Il est important que nos concitoyens s'approprient mieux les enjeux de l'aide au développement et que les acteurs privés soient plus nombreux à se mobiliser, en complément des politiques publiques. Il faut pour cela un dispositif plus efficace pour piloter les programmes 209 et 110. Aussi bien pour l'aide économique et financière au développement que pour la solidarité à l'égard des pays en développement, nous devons identifier ce qui relève du prêt et ce qui relève du don.
L'engagement le plus fort pris par le CICID est bien la trajectoire ascendante des financements consacrés à l'APD, leur part dans le RNB évoluant progressivement. Ainsi, les autorisations d'engagement atteindront 1 milliard d'euros en 2019.
M. Joncour sait qu'il existe une commission nationale de la coopération décentralisée, qui devra se réunir pour acter les conclusions du CICID. Par ailleurs, il existe au sein de la mission APD un dispositif d'un montant de 82 millions d'euros, qui transite par les collectivités partenaires. La facilité de financement des collectivités territoriales françaises - FICOL - est un fonds susceptible d'être mobilisé par la délégation pour l'action extérieure des collectivités territoriales de mon ministère, afin d'enrichir les actions extérieures des collectivités locales.
Nous avons fait une part importante du chemin, mais il est vrai que la déclinaison pratique et concrète est souvent illisible.
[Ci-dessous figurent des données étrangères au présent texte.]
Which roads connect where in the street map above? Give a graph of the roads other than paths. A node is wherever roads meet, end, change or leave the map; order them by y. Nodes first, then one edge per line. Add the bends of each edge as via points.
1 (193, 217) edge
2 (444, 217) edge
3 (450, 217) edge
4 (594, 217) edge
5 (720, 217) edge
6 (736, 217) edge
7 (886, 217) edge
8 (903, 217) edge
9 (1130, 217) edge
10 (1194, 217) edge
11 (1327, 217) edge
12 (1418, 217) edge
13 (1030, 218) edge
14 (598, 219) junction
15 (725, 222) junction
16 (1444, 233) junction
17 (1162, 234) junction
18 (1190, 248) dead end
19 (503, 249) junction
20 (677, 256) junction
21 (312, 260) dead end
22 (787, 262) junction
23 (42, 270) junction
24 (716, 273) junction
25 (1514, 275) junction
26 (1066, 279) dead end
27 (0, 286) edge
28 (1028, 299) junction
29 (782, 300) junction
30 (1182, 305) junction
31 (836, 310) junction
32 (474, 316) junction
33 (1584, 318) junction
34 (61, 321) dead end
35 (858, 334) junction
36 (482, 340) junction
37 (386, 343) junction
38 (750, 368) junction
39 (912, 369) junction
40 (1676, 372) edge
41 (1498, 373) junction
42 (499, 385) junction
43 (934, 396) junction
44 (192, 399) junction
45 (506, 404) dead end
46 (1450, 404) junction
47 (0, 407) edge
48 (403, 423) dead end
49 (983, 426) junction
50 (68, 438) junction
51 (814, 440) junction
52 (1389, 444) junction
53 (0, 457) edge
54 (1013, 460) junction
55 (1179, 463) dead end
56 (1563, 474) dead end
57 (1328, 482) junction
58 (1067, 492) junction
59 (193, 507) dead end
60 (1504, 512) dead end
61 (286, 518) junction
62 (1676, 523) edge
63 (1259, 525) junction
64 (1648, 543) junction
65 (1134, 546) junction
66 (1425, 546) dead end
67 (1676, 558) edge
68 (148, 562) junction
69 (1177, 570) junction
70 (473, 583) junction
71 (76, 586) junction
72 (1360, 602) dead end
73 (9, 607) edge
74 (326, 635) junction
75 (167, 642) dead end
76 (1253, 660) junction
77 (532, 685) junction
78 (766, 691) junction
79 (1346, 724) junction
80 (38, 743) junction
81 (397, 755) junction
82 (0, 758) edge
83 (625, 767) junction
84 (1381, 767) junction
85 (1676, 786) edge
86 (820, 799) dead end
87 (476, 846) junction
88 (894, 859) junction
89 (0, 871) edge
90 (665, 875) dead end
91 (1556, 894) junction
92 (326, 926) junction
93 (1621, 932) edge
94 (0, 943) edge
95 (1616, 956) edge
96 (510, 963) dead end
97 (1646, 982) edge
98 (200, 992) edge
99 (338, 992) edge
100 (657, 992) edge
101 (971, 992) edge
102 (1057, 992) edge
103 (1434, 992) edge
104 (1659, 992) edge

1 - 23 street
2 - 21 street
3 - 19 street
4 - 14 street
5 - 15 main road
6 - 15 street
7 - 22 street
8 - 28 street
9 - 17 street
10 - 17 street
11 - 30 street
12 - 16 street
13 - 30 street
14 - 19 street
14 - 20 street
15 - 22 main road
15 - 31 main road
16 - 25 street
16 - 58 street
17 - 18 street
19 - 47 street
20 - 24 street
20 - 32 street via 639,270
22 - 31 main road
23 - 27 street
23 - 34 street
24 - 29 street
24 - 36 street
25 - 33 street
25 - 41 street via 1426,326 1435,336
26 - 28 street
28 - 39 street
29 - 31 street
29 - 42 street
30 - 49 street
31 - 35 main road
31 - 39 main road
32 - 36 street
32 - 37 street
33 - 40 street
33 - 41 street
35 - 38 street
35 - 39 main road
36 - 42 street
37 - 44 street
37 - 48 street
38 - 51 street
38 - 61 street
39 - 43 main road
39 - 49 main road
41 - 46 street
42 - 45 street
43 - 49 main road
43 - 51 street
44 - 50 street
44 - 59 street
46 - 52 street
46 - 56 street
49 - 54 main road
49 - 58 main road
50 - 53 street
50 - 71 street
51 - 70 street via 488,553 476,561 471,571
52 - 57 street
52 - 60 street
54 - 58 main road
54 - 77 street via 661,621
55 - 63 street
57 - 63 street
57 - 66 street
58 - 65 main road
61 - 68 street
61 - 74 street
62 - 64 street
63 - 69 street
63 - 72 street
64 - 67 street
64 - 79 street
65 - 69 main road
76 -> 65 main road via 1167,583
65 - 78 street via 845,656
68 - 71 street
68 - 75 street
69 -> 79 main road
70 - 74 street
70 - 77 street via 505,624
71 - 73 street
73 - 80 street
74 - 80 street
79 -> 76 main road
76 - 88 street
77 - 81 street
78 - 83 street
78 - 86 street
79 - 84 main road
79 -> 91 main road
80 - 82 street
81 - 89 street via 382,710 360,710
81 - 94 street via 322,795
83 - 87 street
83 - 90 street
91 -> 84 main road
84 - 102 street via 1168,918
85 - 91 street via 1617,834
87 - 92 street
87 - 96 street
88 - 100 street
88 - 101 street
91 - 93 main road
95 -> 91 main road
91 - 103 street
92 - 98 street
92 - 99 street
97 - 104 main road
C'est la raison pour laquelle nous avons modifié le dispositif de pilotage et l'organisation globale de la politique de développement. Je suis moi aussi désireux de voir la coopération décentralisée prendre toute sa place, y compris dans le conseil du développement que mettra en place le Président de la République. Il importe que les collectivités soient très présentes dans ce domaine.
Monsieur Kokouendo, je crois avoir répondu à vos questions dans mon propos initial. Je n'ai pas dit qu'il y avait un lien direct entre l'appui direct au développement et la politique migratoire. Je connais la sensibilité de certaines organisations à cette bonne distinction. Je la fais mienne et me situe sur la même ligne que M. Peter Maurer.
Madame Autain, la situation au Yémen me préoccupe beaucoup. Nous avons pris des incitatives avec les Iraniens, les Saoudiens et les Emiratis pour qu'une solution politique soit trouvée. Il est vrai qu'il y a des armes saoudiennes et émiratis, mais il y a aussi des armes iraniennes - il y a des armes partout. Le problème, c'est la souveraineté des Etats, qui engagent leurs propres armées dans une guerre absurde.
Nous souhaitons voir rapidement l'amorce d'une solution politique sous l'autorité du nouvel envoyé spécial du secrétaire général de l'ONU, Martin Griffiths. Des crises qui secouent la région, c'est sans doute celle qui serait la plus facile à régler s'il y avait, de part et d'autre, une volonté politique. Sans doute les Nations unies peuvent-elles jouer un rôle important à cet égard. La France les soutient et les accompagne et nous demandons à nos interlocuteurs de mettre en place des dispositifs humanitaires.
L'affaire Lafarge est à l'instruction ; je n'ai pas d'éléments particuliers à vous donner.
Madame Poletti, la situation actuelle à Mayotte a fait l'objet d'une discussion approfondie à la commission mixte France-Comores, que je préside. En dehors de ce que pourra faire la ministre chargée des outre-mer, Moroni a besoin d'une aide au développement ; chacun doit remplir ses obligations. Compte tenu de l'accélération de la crise, il faudra que la commission mixte se réunisse à nouveau. Que les représentants des deux bords se parlent constitue en soi une avancée, mais je tiens à présider cette instance pour faire progresser la relation - un travail qui demandera du temps.